DeltaLognormalDataTest

Class for a Bayesian A/B test for the delta-lognormal data (log-normal with zeros). Delta-lognormal data is typical case of revenue per session data where many sessions have 0 revenue but non-zero values are positive values with possible log-normal distribution. To handle this data, the calculation is combining binary Bayes model for zero vs non-zero "conversions" and log-normal model for non-zero values.

Example:

import numpy as np
from bayesian_testing.experiments import DeltaLognormalDataTest

test = DeltaLognormalDataTest()

data_a = [7.1, 0.3, 5.9, 0, 1.3, 0.3, 0, 1.2, 0, 3.6, 0, 1.5,
          2.2, 0, 4.9, 0, 0, 1.1, 0, 0, 7.1, 0, 6.9, 0]
data_b = [4.0, 0, 3.3, 19.3, 18.5, 0, 0, 0, 12.9, 0, 0, 0, 10.2,
          0, 0, 23.1, 0, 3.7, 0, 0, 11.3, 10.0, 0, 18.3, 12.1]

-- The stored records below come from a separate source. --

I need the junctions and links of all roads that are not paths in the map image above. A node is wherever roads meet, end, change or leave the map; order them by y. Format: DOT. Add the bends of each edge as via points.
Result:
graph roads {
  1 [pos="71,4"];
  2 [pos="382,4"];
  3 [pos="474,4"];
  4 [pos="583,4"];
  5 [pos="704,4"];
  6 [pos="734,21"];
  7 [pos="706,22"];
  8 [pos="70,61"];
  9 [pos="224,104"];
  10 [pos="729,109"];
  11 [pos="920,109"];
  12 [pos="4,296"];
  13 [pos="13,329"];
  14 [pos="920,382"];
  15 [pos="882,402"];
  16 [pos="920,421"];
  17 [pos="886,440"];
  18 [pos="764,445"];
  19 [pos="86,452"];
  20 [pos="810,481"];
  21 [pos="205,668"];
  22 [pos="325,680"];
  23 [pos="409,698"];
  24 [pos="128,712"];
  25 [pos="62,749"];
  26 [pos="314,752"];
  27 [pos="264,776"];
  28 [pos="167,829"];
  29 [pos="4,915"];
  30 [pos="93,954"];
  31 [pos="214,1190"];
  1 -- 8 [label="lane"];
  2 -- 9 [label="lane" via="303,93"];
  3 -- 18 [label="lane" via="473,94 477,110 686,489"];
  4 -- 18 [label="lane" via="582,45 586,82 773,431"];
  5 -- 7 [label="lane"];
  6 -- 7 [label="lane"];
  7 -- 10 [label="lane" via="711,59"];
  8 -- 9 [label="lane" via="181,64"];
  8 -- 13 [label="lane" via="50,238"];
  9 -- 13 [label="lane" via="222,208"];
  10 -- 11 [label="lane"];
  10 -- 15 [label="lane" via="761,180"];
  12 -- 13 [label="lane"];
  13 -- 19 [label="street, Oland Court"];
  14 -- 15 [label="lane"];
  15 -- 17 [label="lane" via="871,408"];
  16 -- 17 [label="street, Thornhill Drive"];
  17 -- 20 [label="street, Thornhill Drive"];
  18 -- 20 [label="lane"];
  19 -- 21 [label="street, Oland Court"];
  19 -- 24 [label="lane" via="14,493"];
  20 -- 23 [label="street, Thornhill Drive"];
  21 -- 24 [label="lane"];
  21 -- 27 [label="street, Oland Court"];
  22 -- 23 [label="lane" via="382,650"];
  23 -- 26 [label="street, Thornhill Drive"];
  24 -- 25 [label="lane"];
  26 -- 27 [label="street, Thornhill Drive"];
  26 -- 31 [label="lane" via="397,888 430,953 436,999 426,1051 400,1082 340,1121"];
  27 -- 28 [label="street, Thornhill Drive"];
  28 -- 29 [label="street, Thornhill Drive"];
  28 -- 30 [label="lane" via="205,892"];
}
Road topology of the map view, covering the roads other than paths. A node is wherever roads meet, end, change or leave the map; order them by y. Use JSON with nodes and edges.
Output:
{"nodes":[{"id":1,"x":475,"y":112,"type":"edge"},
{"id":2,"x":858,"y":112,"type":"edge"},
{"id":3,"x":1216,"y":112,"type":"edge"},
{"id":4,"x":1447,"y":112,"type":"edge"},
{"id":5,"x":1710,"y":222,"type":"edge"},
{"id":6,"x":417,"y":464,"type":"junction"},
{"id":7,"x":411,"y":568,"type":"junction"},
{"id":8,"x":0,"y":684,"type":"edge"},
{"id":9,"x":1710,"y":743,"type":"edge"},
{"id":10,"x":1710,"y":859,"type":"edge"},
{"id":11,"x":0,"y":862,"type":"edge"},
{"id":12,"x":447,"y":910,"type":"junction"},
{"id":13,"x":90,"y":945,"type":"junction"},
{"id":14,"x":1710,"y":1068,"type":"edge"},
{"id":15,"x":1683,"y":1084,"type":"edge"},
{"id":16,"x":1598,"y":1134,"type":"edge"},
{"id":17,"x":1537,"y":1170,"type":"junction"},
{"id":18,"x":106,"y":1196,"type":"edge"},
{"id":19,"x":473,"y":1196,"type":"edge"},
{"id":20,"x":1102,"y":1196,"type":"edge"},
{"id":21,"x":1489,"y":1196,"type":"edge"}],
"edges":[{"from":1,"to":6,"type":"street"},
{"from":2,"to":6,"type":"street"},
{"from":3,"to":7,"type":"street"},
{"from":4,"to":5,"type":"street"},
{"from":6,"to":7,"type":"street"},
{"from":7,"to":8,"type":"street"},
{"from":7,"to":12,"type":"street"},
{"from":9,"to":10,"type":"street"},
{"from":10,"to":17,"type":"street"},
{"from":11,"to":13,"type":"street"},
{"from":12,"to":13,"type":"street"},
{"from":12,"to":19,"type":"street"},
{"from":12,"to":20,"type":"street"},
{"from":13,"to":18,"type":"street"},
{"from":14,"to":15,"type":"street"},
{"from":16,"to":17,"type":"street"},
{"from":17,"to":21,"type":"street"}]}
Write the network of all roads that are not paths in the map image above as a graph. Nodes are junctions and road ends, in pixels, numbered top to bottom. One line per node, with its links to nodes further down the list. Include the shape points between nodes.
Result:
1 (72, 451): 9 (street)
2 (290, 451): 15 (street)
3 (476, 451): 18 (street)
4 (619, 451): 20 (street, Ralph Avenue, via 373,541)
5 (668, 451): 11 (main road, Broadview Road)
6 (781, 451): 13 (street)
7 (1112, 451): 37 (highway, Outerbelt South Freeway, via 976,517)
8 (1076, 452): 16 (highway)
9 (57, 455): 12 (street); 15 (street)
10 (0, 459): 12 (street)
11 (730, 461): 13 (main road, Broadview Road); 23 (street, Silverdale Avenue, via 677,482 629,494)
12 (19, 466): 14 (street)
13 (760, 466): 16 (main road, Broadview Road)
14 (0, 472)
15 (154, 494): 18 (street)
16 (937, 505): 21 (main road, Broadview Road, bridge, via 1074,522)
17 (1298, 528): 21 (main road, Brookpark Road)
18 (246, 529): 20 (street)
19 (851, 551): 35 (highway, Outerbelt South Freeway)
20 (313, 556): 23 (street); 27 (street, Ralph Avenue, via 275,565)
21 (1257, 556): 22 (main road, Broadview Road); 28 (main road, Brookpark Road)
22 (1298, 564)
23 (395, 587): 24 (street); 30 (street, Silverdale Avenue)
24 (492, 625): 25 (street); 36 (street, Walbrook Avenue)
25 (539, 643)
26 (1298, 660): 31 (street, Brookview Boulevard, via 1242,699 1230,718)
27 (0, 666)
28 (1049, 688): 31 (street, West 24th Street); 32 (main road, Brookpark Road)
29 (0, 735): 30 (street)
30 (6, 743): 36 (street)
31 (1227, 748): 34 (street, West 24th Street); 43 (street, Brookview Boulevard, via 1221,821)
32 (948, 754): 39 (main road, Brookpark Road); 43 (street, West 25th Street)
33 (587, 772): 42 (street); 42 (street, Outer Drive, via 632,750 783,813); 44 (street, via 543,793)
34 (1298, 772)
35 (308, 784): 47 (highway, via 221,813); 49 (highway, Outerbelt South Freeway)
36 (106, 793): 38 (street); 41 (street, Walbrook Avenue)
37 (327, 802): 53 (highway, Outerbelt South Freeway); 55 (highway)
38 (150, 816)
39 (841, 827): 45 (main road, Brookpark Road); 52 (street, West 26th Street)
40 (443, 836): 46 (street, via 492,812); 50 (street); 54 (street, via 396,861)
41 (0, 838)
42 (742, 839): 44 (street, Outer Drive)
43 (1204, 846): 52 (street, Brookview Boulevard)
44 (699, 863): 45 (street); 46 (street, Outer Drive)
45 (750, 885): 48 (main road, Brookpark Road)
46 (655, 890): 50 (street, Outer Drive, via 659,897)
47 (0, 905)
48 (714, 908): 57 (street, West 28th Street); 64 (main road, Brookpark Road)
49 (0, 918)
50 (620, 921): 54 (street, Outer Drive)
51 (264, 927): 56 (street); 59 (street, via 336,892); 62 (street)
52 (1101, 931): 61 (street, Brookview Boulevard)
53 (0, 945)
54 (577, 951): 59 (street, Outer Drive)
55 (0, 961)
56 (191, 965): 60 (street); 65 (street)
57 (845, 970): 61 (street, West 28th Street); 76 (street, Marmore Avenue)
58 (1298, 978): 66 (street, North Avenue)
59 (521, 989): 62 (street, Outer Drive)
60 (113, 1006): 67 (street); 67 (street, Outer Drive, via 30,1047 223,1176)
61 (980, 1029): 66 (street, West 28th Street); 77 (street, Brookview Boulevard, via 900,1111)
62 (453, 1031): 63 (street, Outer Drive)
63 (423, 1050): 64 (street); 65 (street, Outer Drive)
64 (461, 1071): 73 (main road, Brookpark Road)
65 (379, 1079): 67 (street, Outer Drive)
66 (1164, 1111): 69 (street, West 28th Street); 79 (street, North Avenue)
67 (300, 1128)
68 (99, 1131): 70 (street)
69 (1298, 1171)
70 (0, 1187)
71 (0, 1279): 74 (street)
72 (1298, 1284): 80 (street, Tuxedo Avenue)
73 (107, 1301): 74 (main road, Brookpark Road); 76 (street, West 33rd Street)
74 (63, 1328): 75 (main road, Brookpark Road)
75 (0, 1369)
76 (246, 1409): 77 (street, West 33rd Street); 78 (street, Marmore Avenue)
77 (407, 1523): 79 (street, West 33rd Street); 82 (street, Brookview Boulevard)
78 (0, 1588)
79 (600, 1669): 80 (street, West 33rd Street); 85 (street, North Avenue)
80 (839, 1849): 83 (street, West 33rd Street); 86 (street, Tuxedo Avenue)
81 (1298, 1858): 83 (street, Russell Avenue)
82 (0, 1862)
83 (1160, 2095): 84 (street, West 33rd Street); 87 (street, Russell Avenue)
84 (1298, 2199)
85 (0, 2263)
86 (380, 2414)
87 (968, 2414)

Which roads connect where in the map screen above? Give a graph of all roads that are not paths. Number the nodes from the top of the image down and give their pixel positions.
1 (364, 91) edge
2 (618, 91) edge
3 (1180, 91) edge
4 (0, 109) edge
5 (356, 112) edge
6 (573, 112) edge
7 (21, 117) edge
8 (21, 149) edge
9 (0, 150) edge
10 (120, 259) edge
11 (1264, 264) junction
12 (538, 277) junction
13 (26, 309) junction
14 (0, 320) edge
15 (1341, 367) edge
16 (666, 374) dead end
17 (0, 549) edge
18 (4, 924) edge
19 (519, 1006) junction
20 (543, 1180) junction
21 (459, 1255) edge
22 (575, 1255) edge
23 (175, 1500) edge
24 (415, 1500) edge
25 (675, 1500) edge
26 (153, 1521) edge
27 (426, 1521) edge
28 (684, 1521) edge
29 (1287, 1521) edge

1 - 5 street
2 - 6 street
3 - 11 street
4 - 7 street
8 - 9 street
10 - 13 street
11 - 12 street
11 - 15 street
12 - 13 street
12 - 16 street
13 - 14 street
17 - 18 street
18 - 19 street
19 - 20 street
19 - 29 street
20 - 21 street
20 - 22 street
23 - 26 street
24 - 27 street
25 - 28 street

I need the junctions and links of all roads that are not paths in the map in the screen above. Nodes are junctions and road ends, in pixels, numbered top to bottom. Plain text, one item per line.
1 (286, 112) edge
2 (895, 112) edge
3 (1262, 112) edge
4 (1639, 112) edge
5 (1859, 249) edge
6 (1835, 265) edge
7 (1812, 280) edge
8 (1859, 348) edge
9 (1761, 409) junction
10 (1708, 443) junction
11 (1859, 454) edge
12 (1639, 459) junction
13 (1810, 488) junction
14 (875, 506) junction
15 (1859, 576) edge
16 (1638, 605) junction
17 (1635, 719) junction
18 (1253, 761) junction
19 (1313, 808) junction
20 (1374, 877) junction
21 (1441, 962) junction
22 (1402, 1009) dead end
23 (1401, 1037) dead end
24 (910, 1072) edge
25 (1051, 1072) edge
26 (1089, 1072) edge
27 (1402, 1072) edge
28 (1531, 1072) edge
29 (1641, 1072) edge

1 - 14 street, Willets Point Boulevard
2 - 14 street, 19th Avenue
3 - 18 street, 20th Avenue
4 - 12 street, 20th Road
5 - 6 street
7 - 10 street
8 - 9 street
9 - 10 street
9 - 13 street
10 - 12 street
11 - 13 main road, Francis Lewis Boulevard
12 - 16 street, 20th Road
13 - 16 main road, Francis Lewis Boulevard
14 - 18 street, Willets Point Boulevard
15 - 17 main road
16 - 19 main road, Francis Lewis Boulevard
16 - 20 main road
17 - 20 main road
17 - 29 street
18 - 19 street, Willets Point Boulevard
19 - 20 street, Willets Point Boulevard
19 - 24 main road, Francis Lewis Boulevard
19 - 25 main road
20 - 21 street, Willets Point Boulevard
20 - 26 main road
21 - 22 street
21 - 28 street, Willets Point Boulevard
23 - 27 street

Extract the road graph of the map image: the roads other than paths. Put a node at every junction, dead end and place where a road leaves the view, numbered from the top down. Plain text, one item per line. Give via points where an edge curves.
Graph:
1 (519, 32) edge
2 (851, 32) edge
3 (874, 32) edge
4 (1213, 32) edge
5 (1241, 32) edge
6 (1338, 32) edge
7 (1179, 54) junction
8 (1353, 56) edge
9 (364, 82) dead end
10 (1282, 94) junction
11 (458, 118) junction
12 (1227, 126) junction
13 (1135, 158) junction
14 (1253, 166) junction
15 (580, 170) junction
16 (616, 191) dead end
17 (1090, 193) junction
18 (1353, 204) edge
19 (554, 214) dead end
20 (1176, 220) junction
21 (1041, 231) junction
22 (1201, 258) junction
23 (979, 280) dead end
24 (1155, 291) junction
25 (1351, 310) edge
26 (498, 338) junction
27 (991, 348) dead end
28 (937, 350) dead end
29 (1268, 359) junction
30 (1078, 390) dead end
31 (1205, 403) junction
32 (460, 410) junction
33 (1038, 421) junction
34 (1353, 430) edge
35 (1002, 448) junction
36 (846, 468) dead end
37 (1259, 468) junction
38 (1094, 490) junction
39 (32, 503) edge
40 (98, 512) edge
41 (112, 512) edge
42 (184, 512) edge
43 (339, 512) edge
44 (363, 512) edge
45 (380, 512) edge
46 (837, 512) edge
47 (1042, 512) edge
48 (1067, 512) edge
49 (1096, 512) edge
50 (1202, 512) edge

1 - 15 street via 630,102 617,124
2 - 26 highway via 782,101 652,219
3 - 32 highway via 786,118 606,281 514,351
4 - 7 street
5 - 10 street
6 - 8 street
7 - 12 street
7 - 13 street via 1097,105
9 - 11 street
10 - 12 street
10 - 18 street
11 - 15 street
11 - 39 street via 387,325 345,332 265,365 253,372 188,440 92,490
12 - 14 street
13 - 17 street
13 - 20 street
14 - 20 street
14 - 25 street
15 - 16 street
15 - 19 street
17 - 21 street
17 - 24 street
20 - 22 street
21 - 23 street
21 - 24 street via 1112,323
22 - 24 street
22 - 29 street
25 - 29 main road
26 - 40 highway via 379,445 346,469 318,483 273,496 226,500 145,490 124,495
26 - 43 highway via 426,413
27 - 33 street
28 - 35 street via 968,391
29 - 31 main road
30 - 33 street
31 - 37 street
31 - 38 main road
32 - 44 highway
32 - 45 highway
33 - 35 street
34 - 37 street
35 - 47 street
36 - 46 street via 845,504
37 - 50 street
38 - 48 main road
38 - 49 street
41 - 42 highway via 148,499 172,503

# adding variant using raw data:
test.add_variant_data("A", data_a)
# test.add_variant_data("B", data_b)

# alternatively, variant can be also added using aggregated data
# (looks more complicated, but it can be quite handy for a large data):
test.add_variant_data_agg(
    name="B",
    totals=len(data_b),
    positives=sum(x > 0 for x in data_b),
    sum_values=sum(data_b),
    sum_logs=sum([np.log(x) for x in data_b if x > 0]),
    sum_logs_2=sum([np.square(np.log(x)) for x in data_b if x > 0])
)

# evaluate test:
results = test.evaluate(seed=21)
results
# print(pd.DataFrame(results).set_index('variant').T.to_markdown(tablefmt="grid"))
+---------------------+-------------+-------------+
|                     | A           | B           |
+=====================+=============+=============+
| totals              | 24          | 25          |
+---------------------+-------------+-------------+
| positives           | 13          | 12          |
+---------------------+-------------+-------------+
| sum_values          | 43.4        | 146.7       |
+---------------------+-------------+-------------+
| avg_values          | 1.80833     | 5.868       |
+---------------------+-------------+-------------+
| avg_positive_values | 3.33846     | 12.225      |
+---------------------+-------------+-------------+
| posterior_mean      | 2.09766     | 6.19017     |
+---------------------+-------------+-------------+
| credible_interval   | [0.9884509, | [3.3746212, |
|                     | 6.9054963]  | 11.7349253] |
+---------------------+-------------+-------------+
| prob_being_best     | 0.04815     | 0.95185     |
+---------------------+-------------+-------------+
| expected_loss       | 4.0941101   | 0.1588627   |
+---------------------+-------------+-------------+

Note: Alternatively, DeltaNormalDataTest can be used for a case when conversions are not necessarily positive values.

DiscreteDataTest

Class for a Bayesian A/B test for the discrete data with finite number of numerical categories (states), representing some value. This test can be used for instance for dice rolls data (when looking for the "best" of multiple dice) or rating data (e.g. 1-5 stars or 1-10 scale).

Example:

from bayesian_testing.experiments import DiscreteDataTest

# dice rolls data for 3 dice - A, B, C
data_a = [2, 5, 1, 4, 6, 2, 2, 6, 3, 2, 6, 3, 4, 6, 3, 1, 6, 3, 5, 6]
data_b = [1, 2, 2, 2, 2, 3, 2, 3, 4, 2]
data_c = [1, 3, 6, 5, 4]

# initialize a test with all possible states (i.e. numerical categories):
test = DiscreteDataTest(states=[1, 2, 3, 4, 5, 6])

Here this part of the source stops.